**What you should do**
Go through the data below line by line and report how many lines contain "dead", giving only that figure.

**Dataset records**
§

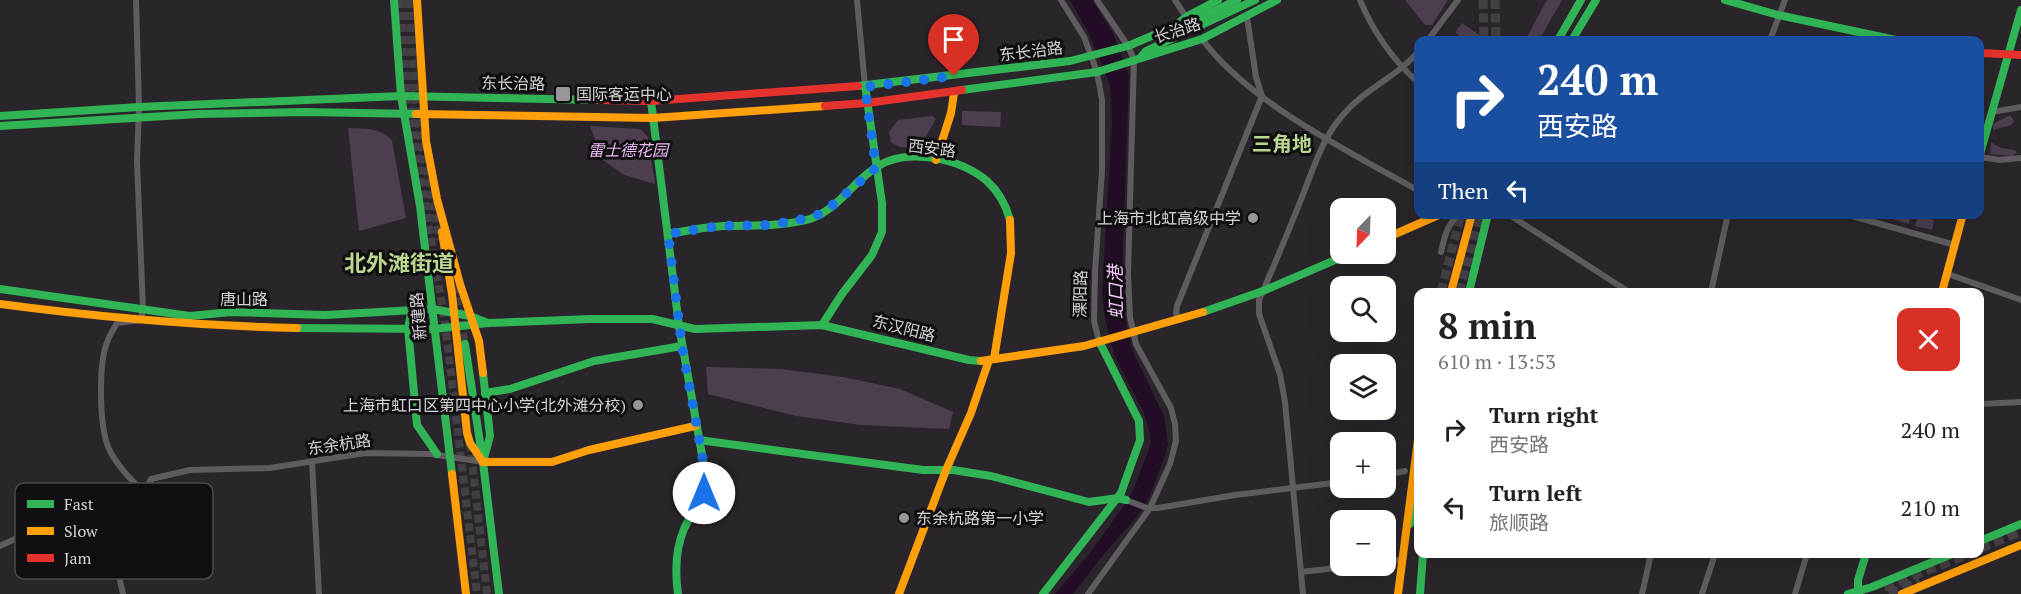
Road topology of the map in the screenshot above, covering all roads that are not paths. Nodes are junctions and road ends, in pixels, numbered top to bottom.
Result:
1 (136, 0) edge
2 (394, 0) edge
3 (417, 0) edge
4 (857, 0) edge
5 (1061, 0) edge
6 (1097, 0) edge
7 (1175, 0) edge
8 (1218, 0) edge
9 (1237, 0) edge
10 (1255, 0) edge
11 (1277, 0) edge
12 (1360, 0) edge
13 (1581, 0) edge
14 (1596, 0) edge
15 (1725, 0) edge
16 (1785, 0) edge
17 (1456, 1) edge
18 (2021, 10) edge
19 (1778, 15) junction
20 (1186, 17) junction
21 (1247, 17) junction
22 (1175, 26) junction
23 (1431, 36) edge
24 (1560, 36) edge
25 (1574, 36) edge
26 (1771, 36) edge
27 (1877, 36) edge
28 (1203, 39) junction
29 (1124, 47) junction
30 (1984, 53) edge
31 (2008, 55) junction
32 (2021, 55) edge
33 (1093, 56) junction
34 (1414, 56) edge
35 (1134, 60) junction
36 (1115, 66) joint
37 (1403, 68) junction
38 (1099, 71) junction
39 (1414, 78) edge
40 (865, 87) junction
41 (954, 93) junction
42 (401, 96) junction
43 (422, 96) junction
44 (1262, 96) junction
45 (651, 101) junction
46 (867, 103) junction
47 (140, 107) junction
48 (2021, 108) edge
49 (1992, 112) junction
50 (403, 113) junction
51 (424, 113) junction
52 (0, 116) edge
53 (139, 118) junction
54 (653, 118) junction
55 (0, 126) edge
56 (1327, 139) junction
57 (1984, 141) edge
58 (1984, 157) edge
59 (2021, 158) edge
60 (936, 160) junction
61 (876, 168) junction
62 (1414, 188) edge
63 (438, 199) junction
64 (1430, 219) edge
65 (1455, 219) edge
66 (1471, 219) edge
67 (1487, 219) edge
68 (1516, 219) edge
69 (1727, 219) edge
70 (1863, 219) edge
71 (1962, 219) edge
72 (668, 234) junction
73 (1396, 234) edge
74 (1955, 245) junction
75 (1441, 252) dead end
76 (1330, 262) edge
77 (1947, 274) junction
78 (1452, 288) edge
79 (1470, 288) edge
80 (1623, 288) edge
81 (1712, 288) edge
82 (1943, 288) edge
83 (0, 289) edge
84 (1263, 291) junction
85 (2021, 300) edge
86 (0, 304) edge
87 (143, 309) junction
88 (412, 309) junction
89 (433, 309) junction
90 (453, 313) junction
91 (470, 316) junction
92 (141, 320) junction
93 (1180, 320) junction
94 (488, 323) junction
95 (474, 325) junction
96 (822, 325) junction
97 (679, 326) junction
98 (408, 327) junction
99 (455, 327) junction
100 (434, 329) junction
101 (1131, 334) junction
102 (1104, 340) junction
103 (465, 344) tunnel mouth
104 (682, 346) junction
105 (992, 360) junction
106 (485, 393) junction
107 (2021, 402) edge
108 (1984, 404) edge
109 (695, 426) junction
110 (699, 440) junction
111 (437, 454) junction
112 (450, 457) junction
113 (312, 462) junction
114 (483, 462) junction
115 (946, 470) junction
116 (1405, 471) dead end
117 (1396, 473) edge
118 (1414, 477) edge
119 (134, 483) edge
120 (149, 483) edge
121 (1330, 483) edge
122 (1293, 487) junction
123 (1126, 500) junction
124 (1147, 508) junction
125 (1414, 511) edge
126 (2021, 524) edge
127 (1408, 531) junction
128 (15, 539) edge
129 (1984, 539) edge
130 (2021, 545) edge
131 (0, 546) edge
132 (1424, 558) edge
133 (1650, 558) edge
134 (1714, 558) edge
135 (1806, 558) edge
136 (1865, 558) edge
137 (1942, 558) edge
138 (1396, 560) edge
139 (1402, 560) junction
140 (1330, 569) edge
141 (1301, 572) junction
142 (120, 579) edge
143 (123, 594) edge
144 (319, 594) edge
145 (466, 594) edge
146 (499, 594) edge
147 (678, 594) edge
148 (899, 594) edge
149 (1044, 594) edge
150 (1088, 594) edge
151 (1303, 594) edge
152 (1398, 594) edge
153 (1420, 594) edge
154 (1642, 594) edge
155 (1702, 594) edge
156 (1795, 594) edge
157 (1855, 594) edge
158 (1902, 594) edge

1 - 47 street
2 - 42 main road, 新建路
3 - 43 main road
4 - 40 street
5 - 33 street, 溧阳路
6 - 29 street
7 - 20 street
8 - 20 main road, 长治路
9 - 22 main road
10 - 35 main road
11 - 21 main road, 长治路
12 - 37 street
13 - 24 main road
14 - 25 main road
15 - 19 main road
16 - 19 street
17 - 23 street
18 - 31 main road
19 - 26 street
19 - 27 main road
20 - 22 main road, 长治路
21 - 28 main road, 长治路
21 - 44 street
22 - 29 main road, 长治路
28 - 35 main road, 长治路
28 - 44 street
29 - 33 main road, 长治路
29 - 35 street
30 - 31 main road
31 - 32 main road
31 - 49 main road
33 - 38 street, 溧阳路
33 - 40 main road, 东长治路
34 - 37 street
35 - 36 main road, 长治路
35 - 101 street
36 - 38 main road, 东长治路
37 - 39 street
37 - 56 street
38 - 41 main road, 东长治路
38 - 102 street, 溧阳路
40 - 45 main road, 东长治路
40 - 46 main road
41 - 46 main road, 东长治路
41 - 60 main road
42 - 43 main road, 东长治路
42 - 47 main road, 东长治路
42 - 50 main road, 新建路
43 - 45 main road, 东长治路
43 - 51 main road
44 - 56 street
44 - 93 street
45 - 54 main road
46 - 54 main road, 东长治路
46 - 61 main road
47 - 52 main road, 东长治路
47 - 53 street
48 - 49 street
49 - 57 main road
50 - 51 main road, 东长治路
50 - 53 main road, 东长治路
50 - 89 main road, 新建路
51 - 54 main road, 东长治路
51 - 63 main road
53 - 55 main road, 东长治路
53 - 87 street
54 - 72 main road
56 - 62 street
56 - 84 street
58 - 59 street
60 - 61 main road, 西安路
60 - 105 main road, 西安路
61 - 72 main road, 西安路
61 - 96 main road
63 - 90 main road
63 - 91 main road
64 - 73 main road
65 - 75 street
66 - 78 main road
67 - 79 main road
68 - 80 street
69 - 81 street
70 - 74 street
71 - 74 main road
72 - 97 main road
74 - 77 main road
76 - 84 main road, 东汉阳路
77 - 82 main road
77 - 85 street
83 - 87 main road, 唐山路
84 - 93 main road, 东汉阳路
84 - 122 street
86 - 92 main road, 唐山路
87 - 88 main road, 唐山路
87 - 92 street
88 - 89 main road, 唐山路
88 - 98 main road
89 - 90 main road, 唐山路
89 - 100 main road, 新建路
90 - 91 main road, 唐山路
90 - 99 main road
91 - 94 main road, 唐山路
91 - 95 main road
92 - 98 main road, 唐山路
92 - 119 street
93 - 101 main road, 东汉阳路
94 - 95 main road, 唐山路
94 - 97 main road, 唐山路
95 - 99 main road, 唐山路
95 - 106 main road
96 - 97 main road, 东汉阳路
96 - 105 main road, 东汉阳路
97 - 104 main road
98 - 100 main road, 唐山路
98 - 111 main road
99 - 100 main road, 唐山路
99 - 114 main road
100 - 112 main road, 新建路
101 - 102 main road, 东汉阳路
101 - 124 street
102 - 105 main road, 东汉阳路
102 - 123 main road, 溧阳路
103 - 114 main road
104 - 106 main road
104 - 109 main road
105 - 115 main road, 西安路
106 - 114 main road
107 - 108 street
109 - 110 main road
109 - 114 main road, 东余杭路
110 - 115 main road
110 - 147 main road
111 - 112 street, 东余杭路
111 - 113 street, 东余杭路
112 - 114 street, 东余杭路
112 - 145 main road, 新建路
113 - 120 street, 东余杭路
113 - 144 street
114 - 146 main road
115 - 123 main road
115 - 148 main road, 西安路
116 - 117 street
118 - 127 main road
121 - 122 street
122 - 124 street
122 - 141 street
123 - 124 street
123 - 149 main road, 溧阳路
124 - 150 street
125 - 127 main road
126 - 129 main road
127 - 139 main road
128 - 131 street, 东余杭路
130 - 158 main road
132 - 153 main road
133 - 154 street
134 - 155 street
135 - 156 street
136 - 157 main road
137 - 157 main road
138 - 139 street
139 - 152 main road
140 - 141 street
141 - 151 street
142 - 143 street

§

**Answer section**
2